The first time you leave The Badger Herald, you feel a weight come off your shoulders.
This second — and final — time, you feel a weight sitting heavy in your heart.
After your semester abroad, you come back disillusioned with both the editorial process and the way the world is. Before, as the editor of the ArtsEtc. section, the answers seemed simple — in how to create content and how to solve the problems of the world. Amplify the voices of as many good people as you can find and call or drown out all the bad ones.
When you get back, though, the world seems a far greyer place. Where, you ask, are the defined good people and the bad ones — the heroes to applaud and the villains to admonish? Everything and everyone, including yourself, instead seems jumbled along a spectrum of good and bad — right and wrong — with an invisible middle.
So, coming back to the Herald as Print Features Editor, you feel a tad disillusioned with the importance of anything, let alone a student newspaper.
But then you get back into the swing of things. You’re surrounded by people plugging away, getting things done one by one and communicating. It’s clumsy at first, but you get the hang of it.
Every day, you’re in awe of how your co-workers continue to work and live, apparently undaunted by the ways of the world. You question and are jealous of their drive. You’re still struggling with problems you could never solve on your own, but there are deadlines to meet so those take priority.
After a while, the talk around work is not so work-oriented. You peel back your layers, and others peel back theirs. You see that everyone is going through their shit, just as you are. You see that no one knows what they are doing, or what to do or how to make it all hurt less.
You realize that everyone has been feeling how you’ve felt, and you realize they’ve been doing everything that has to be done regardless — and killing it in the process. You realize that you’ve been doing the same as well.
You realize though there may no sure way forward, no rules to the game provided, that there is no excuse not to keep moving in the direction that the little voice, the one muted by the tumult of your doubts and your anxieties, tells you it thinks might be forward.
And you learn that even when it leads you astray, tumbling down a dusty hill, that there are other people with little voices too, there to brush you off and buy you a Long Island.
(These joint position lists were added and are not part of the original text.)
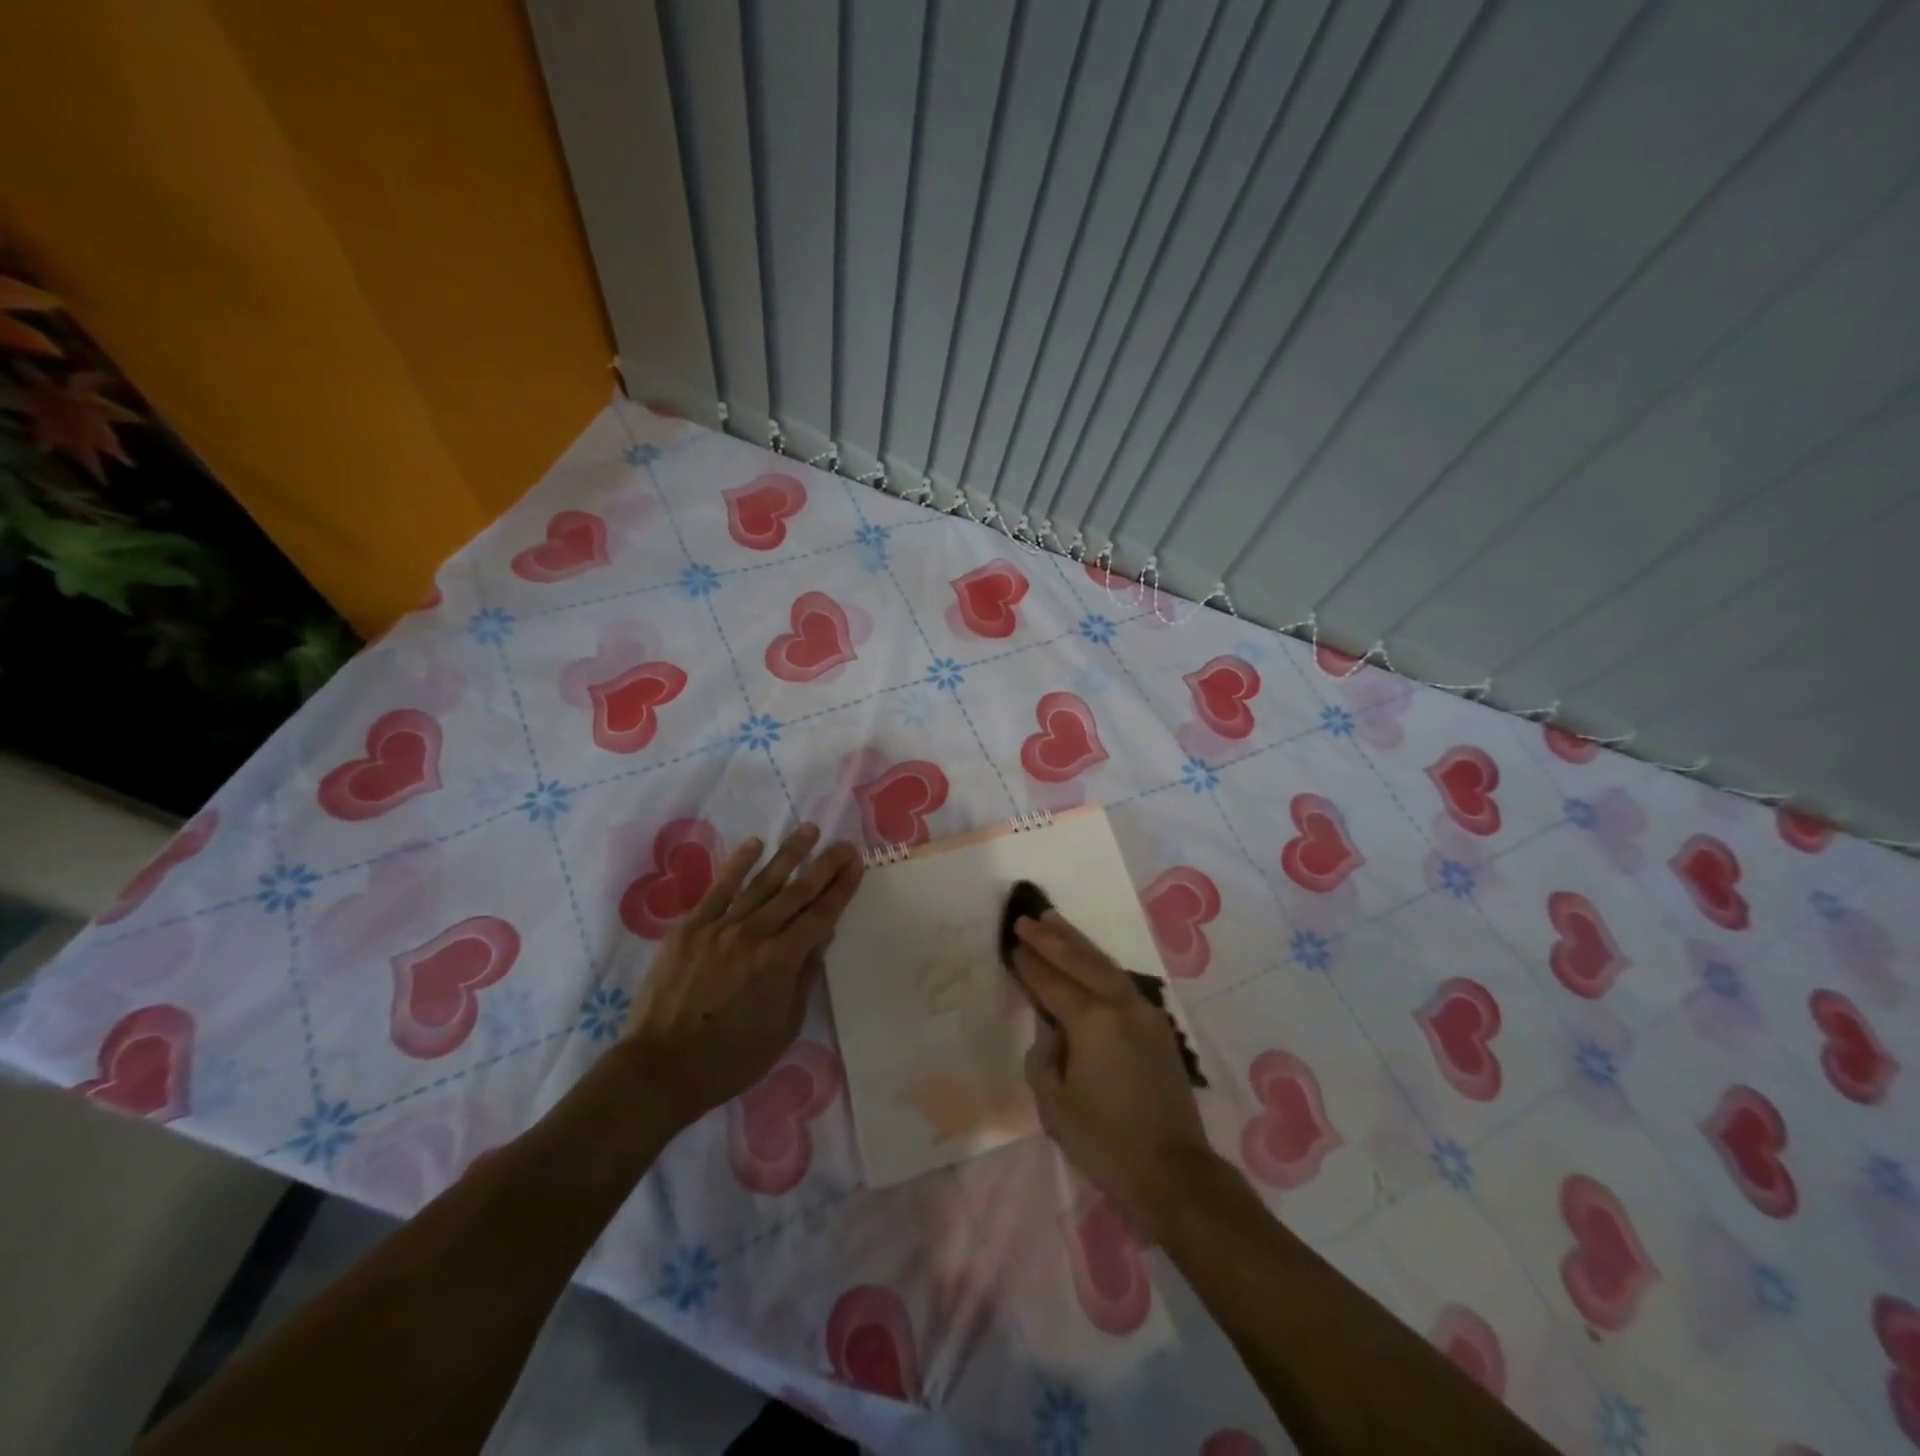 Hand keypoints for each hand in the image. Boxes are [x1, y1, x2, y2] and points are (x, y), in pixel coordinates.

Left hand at [625, 824, 862, 1129]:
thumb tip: (821, 938)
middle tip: (844, 844)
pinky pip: (719, 889)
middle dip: (825, 865)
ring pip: (762, 882)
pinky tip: (755, 844)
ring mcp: (720, 927)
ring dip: (789, 854)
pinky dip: (738, 864)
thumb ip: (804, 977)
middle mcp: (754, 934)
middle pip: (797, 891)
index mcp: (780, 961)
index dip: (842, 888)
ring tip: (808, 830)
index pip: (821, 915)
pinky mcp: (690, 927)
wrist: (661, 1068)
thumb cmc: (731, 1058)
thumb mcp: (784, 1027)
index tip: (857, 864)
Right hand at [1010, 912, 1215, 1236]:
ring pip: (1105, 964)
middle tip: (1027, 919)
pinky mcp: (1158, 1026)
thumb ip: (1044, 1058)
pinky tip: (1089, 960)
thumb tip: (1053, 1034)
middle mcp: (1120, 1005)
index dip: (1029, 964)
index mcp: (1091, 1021)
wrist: (1172, 1171)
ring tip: (1055, 922)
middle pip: (1080, 960)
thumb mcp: (1054, 1105)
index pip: (1051, 982)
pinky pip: (1121, 982)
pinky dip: (1100, 964)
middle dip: (1051, 938)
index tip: (1012, 943)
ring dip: (1078, 942)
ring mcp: (1144, 1012)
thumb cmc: (1105, 1142)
You imagine leaving the office for the last time. You look back on all the things you’ve done —the good and the bad, all the people you’ve met —the good and the bad, all the interactions — some life-altering and some mundane, and it all blends together into a feeling comprised of so many feelings it’s barely a feeling at all.
It’s just you.
You feel tall but small, heavy but light, tough but soft. You sit in a coffee shop and wonder if your editor will publish a farewell column written in second-person. You don’t care.
So long, Badger Herald.
Thank you for being there to shine the light where it’s needed.
Thank you for helping me find the light in myself, again.